Sally Hunt ~ her story
Sally Hunt ~ her story

The General Secretary of the University and College Union (UCU) talks to FE Week

Arguing with teachers about the Falklands War, a plucky and inquisitive teenage Sally Hunt makes her way to Greenham Common women’s peace camp to campaign for nuclear disarmament.

“I think things have to be argued and I think they have to be justified – I don’t think there are any givens in this world,” she reflects.

Hunt is at the University and College Union’s headquarters, tucked away behind the hustle and bustle that is Camden High Street, North London, where she speaks about her upbringing in Germany.

Her father taught in a British forces school, before the family moved to Chippenham, in Wiltshire, when she was seven years old.

Her mother, also a teacher, brought her up with a firm belief in the importance of social justice.

“She gave me a very strong sense of what women ought to achieve and how they ought to aspire to be a part of life, and actually be a full part of life – not someone who just sits on the sidelines and watches,” she says.

At 16 Hunt went to a “very cold, very unpopulated church hall” to see Nobel Peace Prize winner Philip Noel-Baker speak. The steadfast campaigner for nuclear disarmament and former Labour politician was “very old, very frail”.

“I remember seeing him having to pop pills while he was speaking because his hands were shaking,” she says.

Campaigners like Baker had a huge impact, admits Hunt.

Her interest in political activism flourished when she went to the University of Sussex to study international relations.

It was a university renowned for its radicalism and she was “hit by an absolute melee of interests and persuasions”.

The debates, protests and fundraising that engulfed her life taught her as much, if not more, than the degree itself.

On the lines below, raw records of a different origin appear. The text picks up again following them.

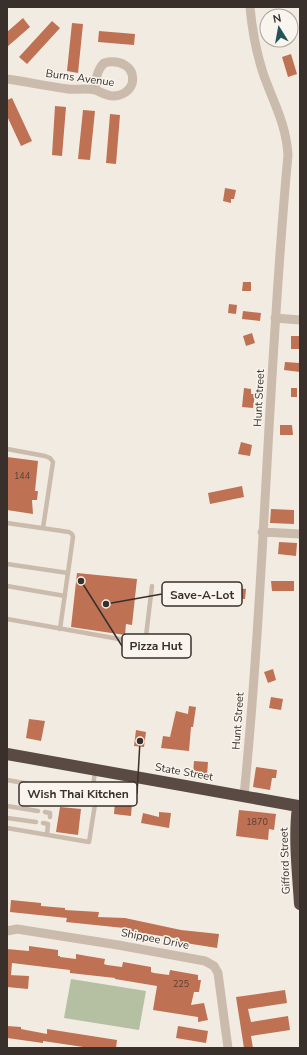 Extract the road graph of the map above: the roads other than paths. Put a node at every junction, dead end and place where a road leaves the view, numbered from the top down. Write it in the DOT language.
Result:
graph roads {
  1 [pos="250,7"];
  2 [pos="7,79"];
  3 [pos="96,90"];
  4 [pos="275,318"];
  5 [pos="300,320"];
  6 [pos="7,449"];
  7 [pos="7,523"];
  8 [pos="43,528"];
  9 [pos="262,532"];
  10 [pos="300,534"];
  11 [pos="7,564"];
  12 [pos="68,573"];
  13 [pos="7,586"];
  14 [pos="152,586"];
  15 [pos="64,596"];
  16 [pos="7,619"];
  17 [pos="60,629"];
  18 [pos="7,754"];
  19 [pos="95,770"];
  20 [pos="7,780"];
  21 [pos="92,795"];
  22 [pos="244,796"];
  23 [pos="7,806"];
  24 [pos="38,811"];
  25 [pos="45,812"];
  26 [pos="297,817"];
  27 [pos="7,818"];
  28 [pos="36,822"];
  29 [pos="7,828"];
  30 [pos="47,835"];
  31 [pos="300,904"];
  32 [pos="7,930"];
  33 [pos="228,1048"];
  1 -- 4 [label="street, Hunt Street"];
  2 -- 3 [label="street, Burns Avenue"];
  3 -- 3 [label="street, Burns Avenue"];
  4 -- 5 [label="street"];
  4 -- 9 [label="street, Hunt Street"];
  6 -- 8 [label="lane"];
  7 -- 8 [label="lane"];
  8 -- 12 [label="lane"];
  9 -- 10 [label="street"];
  9 -- 22 [label="street, Hunt Street"];
  11 -- 12 [label="lane"];
  12 -- 15 [label="lane"];
  13 -- 15 [label="lane"];
  14 -- 17 [label="lane"];
  15 -- 17 [label="lane"];
  16 -- 17 [label="lane"];
  18 -- 19 [label="highway, State Street"];
  19 -- 21 [label="lane"];
  19 -- 22 [label="highway, State Street"];
  20 -- 21 [label="lane"];
  21 -- 30 [label="lane"];
  22 -- 26 [label="highway, State Street"];
  23 -- 24 [label="lane"];
  25 -- 30 [label="lane"];
  26 -- 31 [label="highway, Gifford Street"];
  27 -- 28 [label="lane"];
  29 -- 30 [label="lane"];
  32 -- 33 [label="street, Shippee Drive"];
} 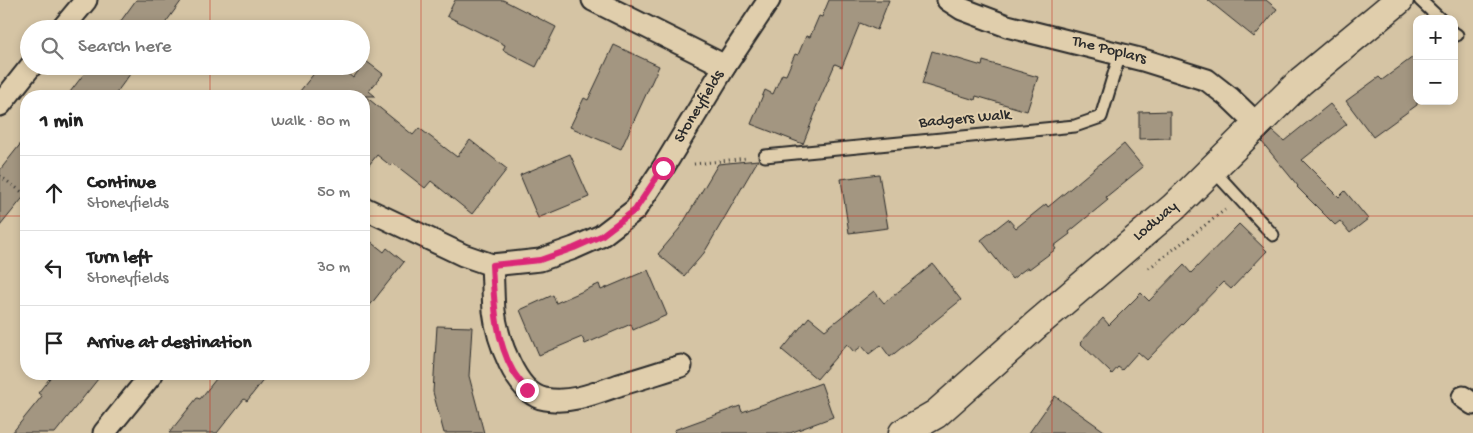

“It’s the bit I worry most about students now,” she says.

“It’s so hard with the fee regimes for students to actually have time to participate in all those extracurricular activities.

What education does is make you learn to debate. It makes you learn the world is a very big place”

“I think it’s really important that you’re given that space – to be quite stupid or too black and white in your opinions, or too determined in what you think is the right thing.

“What education does is make you learn to debate. It makes you learn to argue. It makes you learn the world is a very big place.”

Hunt was at university during the 1980s when miners were going on strike across the country and she became heavily involved in trying to defend the Kent mining community.

Unbeknown to her, her grandfather had been a Kent miner.

“It was a very strange full circle. That was where my family had been and that’s where I ended up,” she says.

More than 20 years later her time in Kent remains vivid.

“They had no money — no sustenance. They were on strike for a year and that’s not something I imagine many people will have to confront in their lives,” she says.

“I remember spending a weekend with one family and them giving us steak. There wasn’t a hope in hell they had the money to do that, but it was really important to them because we were their guests.”

Since the mine closures she has driven back through the area.

“I find it very sad still. You can see the outlines of the old coal piles and you can see the old pits — it’s tough to see that,” says Hunt.

Nevertheless, she speaks passionately about helping to defend this “extraordinary” community.

“It teaches you what solidarity is and it teaches you what struggle is,” she adds.

“It’s not about heroic speeches. It’s not about shouting really loudly from the barricades. It’s not about saying that I demand resolution at every stage — what it’s really about is communities looking after each other.”

So when she graduated, having been vice-president of the students’ union, she had no doubt she wanted to work within the trade union movement.

Her first job was senior research officer at a union for staff at Halifax Building Society and she later represented employees at Nationwide.

And it was her subsequent position at the Association of University Teachers (AUT), which she joined in 2002, that led her to the UCU.

The move to the UCU followed the merger in 2006 of the AUT and National Association of Teachers in Further and Higher Education.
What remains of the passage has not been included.